4. Post-download concurrency cap is too high for Apple Silicon

Upstream: worker/src/index.ts:71:

return Math.max(1, availableParallelism() - 1)

Pacquet: crates/tarball/src/lib.rs:38:

SEM.get_or_init(|| Semaphore::new(num_cpus::get().saturating_mul(2).max(4)))

On a 10P-core M3 that's 20 concurrent post-download bodies; pnpm runs 9. Each body is CPU-bound (SHA-512 over compressed tarball + gzip inflate + per-file SHA-512) with interleaved FS writes. Over-subscribing on macOS costs more than on Linux — context switches are slower, and P+E core mixing means some tasks land on efficiency cores and stretch the tail.

Current value was chosen to keep a 2-CPU GHA runner from wedging mid-decompress (#269). num_cpus.saturating_sub(1).max(2) matches pnpm and still clears that floor.

Fix: change the formula, measure on Apple Silicon before/after, confirm the 2-CPU floor still holds.

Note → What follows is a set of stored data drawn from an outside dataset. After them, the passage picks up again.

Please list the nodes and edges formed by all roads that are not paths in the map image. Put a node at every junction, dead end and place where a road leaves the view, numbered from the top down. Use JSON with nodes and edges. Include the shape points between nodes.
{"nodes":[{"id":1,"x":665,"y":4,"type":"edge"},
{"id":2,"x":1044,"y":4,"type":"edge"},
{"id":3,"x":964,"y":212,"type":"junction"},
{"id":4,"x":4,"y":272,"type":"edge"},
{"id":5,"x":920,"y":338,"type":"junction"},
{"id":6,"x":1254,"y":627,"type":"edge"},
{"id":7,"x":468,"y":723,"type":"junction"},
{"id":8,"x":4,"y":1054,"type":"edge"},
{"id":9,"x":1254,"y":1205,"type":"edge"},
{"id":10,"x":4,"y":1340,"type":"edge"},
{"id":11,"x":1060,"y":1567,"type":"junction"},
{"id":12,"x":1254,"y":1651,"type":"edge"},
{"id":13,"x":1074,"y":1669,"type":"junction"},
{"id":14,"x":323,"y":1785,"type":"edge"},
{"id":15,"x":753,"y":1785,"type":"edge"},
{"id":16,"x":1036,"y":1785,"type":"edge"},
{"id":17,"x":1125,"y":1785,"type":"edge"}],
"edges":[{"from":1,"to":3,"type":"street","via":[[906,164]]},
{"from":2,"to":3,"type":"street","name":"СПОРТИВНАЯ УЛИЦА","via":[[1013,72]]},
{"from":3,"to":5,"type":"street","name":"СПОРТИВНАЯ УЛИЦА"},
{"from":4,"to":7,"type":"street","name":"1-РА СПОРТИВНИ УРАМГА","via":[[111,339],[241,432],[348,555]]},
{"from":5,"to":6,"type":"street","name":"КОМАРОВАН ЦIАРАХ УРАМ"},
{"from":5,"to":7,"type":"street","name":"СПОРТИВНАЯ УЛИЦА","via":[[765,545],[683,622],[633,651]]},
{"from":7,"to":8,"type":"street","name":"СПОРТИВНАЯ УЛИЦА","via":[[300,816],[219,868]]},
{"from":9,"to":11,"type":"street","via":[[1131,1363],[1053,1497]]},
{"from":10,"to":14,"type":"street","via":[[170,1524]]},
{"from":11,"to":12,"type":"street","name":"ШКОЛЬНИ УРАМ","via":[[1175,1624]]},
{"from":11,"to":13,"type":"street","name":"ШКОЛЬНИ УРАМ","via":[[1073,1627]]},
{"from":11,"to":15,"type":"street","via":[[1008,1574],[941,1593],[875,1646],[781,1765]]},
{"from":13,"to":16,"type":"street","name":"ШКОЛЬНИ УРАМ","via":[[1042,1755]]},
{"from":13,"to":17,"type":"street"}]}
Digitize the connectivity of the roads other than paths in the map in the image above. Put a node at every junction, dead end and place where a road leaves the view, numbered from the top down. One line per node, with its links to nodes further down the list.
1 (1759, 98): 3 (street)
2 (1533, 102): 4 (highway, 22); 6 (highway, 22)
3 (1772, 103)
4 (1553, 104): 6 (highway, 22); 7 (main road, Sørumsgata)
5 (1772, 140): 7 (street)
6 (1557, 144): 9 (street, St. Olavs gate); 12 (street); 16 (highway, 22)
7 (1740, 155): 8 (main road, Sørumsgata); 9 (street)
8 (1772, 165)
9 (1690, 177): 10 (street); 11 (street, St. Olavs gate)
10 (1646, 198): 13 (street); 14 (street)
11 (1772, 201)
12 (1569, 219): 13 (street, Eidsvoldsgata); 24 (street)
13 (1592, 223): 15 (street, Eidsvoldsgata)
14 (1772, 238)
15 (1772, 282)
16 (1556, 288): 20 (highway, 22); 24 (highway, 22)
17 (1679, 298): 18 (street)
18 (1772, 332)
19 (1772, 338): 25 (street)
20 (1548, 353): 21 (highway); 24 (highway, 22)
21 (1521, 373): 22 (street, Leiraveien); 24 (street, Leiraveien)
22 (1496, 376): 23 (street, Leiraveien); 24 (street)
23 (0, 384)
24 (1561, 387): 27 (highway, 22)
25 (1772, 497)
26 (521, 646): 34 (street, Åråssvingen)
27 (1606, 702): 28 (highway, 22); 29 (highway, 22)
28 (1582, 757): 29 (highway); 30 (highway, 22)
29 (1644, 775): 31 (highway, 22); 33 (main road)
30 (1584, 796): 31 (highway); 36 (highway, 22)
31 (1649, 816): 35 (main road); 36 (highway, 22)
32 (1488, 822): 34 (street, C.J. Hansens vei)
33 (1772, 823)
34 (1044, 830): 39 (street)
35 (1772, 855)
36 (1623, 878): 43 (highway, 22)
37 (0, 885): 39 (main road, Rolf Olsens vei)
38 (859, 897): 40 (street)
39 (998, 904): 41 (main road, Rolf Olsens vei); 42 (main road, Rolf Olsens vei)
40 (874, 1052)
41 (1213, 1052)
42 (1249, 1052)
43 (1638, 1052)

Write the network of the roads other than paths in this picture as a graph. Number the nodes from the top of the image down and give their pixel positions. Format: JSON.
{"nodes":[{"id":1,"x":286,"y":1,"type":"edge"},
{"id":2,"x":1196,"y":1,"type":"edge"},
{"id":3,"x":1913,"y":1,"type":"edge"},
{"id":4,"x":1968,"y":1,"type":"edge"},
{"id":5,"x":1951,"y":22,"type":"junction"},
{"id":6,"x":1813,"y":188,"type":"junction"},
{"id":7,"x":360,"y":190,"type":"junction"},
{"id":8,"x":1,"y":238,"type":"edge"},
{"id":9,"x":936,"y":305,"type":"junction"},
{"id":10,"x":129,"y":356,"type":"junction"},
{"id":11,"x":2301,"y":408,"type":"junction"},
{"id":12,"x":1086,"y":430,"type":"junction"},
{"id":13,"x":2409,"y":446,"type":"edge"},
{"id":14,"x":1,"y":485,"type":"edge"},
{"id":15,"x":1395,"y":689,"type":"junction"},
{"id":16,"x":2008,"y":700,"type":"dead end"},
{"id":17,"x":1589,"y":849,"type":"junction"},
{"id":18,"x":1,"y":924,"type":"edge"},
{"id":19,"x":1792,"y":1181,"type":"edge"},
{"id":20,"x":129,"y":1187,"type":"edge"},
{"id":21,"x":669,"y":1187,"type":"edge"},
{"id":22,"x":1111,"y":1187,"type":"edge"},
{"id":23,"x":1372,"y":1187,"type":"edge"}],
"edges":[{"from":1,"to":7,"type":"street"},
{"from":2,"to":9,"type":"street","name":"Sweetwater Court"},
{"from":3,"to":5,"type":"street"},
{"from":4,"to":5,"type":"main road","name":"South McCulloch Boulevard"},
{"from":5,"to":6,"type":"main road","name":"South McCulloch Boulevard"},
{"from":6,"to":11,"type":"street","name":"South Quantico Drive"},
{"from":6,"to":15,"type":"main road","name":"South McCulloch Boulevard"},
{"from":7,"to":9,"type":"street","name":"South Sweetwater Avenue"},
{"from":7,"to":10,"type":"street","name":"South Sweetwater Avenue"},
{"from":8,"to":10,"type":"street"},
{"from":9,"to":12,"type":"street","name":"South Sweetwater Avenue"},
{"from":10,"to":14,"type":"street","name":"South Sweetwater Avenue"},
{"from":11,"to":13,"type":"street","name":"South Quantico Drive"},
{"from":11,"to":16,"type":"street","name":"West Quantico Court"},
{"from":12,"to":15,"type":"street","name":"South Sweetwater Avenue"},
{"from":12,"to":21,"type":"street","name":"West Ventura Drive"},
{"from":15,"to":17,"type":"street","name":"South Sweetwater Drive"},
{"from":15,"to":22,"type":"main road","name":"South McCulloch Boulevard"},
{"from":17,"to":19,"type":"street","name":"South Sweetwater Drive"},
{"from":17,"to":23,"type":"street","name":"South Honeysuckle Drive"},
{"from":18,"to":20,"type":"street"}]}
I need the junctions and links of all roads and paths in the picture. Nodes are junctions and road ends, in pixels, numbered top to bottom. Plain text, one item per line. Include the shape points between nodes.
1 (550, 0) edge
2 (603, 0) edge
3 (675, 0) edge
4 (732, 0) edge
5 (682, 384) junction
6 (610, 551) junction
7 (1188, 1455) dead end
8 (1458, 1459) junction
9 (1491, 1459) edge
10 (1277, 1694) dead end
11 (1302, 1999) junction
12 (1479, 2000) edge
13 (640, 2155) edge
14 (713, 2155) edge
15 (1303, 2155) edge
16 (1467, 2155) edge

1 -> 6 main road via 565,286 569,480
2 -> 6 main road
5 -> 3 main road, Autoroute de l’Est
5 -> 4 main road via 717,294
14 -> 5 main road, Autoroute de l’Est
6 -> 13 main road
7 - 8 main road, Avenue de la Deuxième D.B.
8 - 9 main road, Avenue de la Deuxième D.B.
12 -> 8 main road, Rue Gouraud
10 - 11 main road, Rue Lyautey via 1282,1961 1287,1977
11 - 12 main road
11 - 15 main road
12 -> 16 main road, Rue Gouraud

5. (Lower-confidence) Software SHA-512 on Apple Silicon

Pnpm's SHA-512 goes through Node's crypto.hash → OpenSSL → ARMv8 FEAT_SHA512 hardware instructions.

Pacquet uses sha2 = "0.10.9" with no features. The asm feature pulls in sha2-asm, which historically targeted x86/x86_64 only; aarch64 SHA-512 hardware support in sha2 0.10 is inconsistent.

Fix: either (a) enable the asm feature and verify it activates hardware SHA-512 on aarch64, or (b) swap the per-file / per-tarball hashing to the ring crate, which is BoringSSL-derived and definitively exposes ARMv8 FEAT_SHA512. Blocked on a macOS profile run confirming SHA-512 is actually in the hot path; if it isn't, skip.

Sequencing

Items 1–3 are small, directly translate pnpm's own benchmark-driven decisions, and compose cleanly as a single PR. Item 4 is a one-line change but should be measured before/after on Apple Silicon — the current value was chosen for a Linux CI failure, not a perf decision. Item 5 should wait for a macOS profile to confirm SHA-512 is worth the crate-swap work.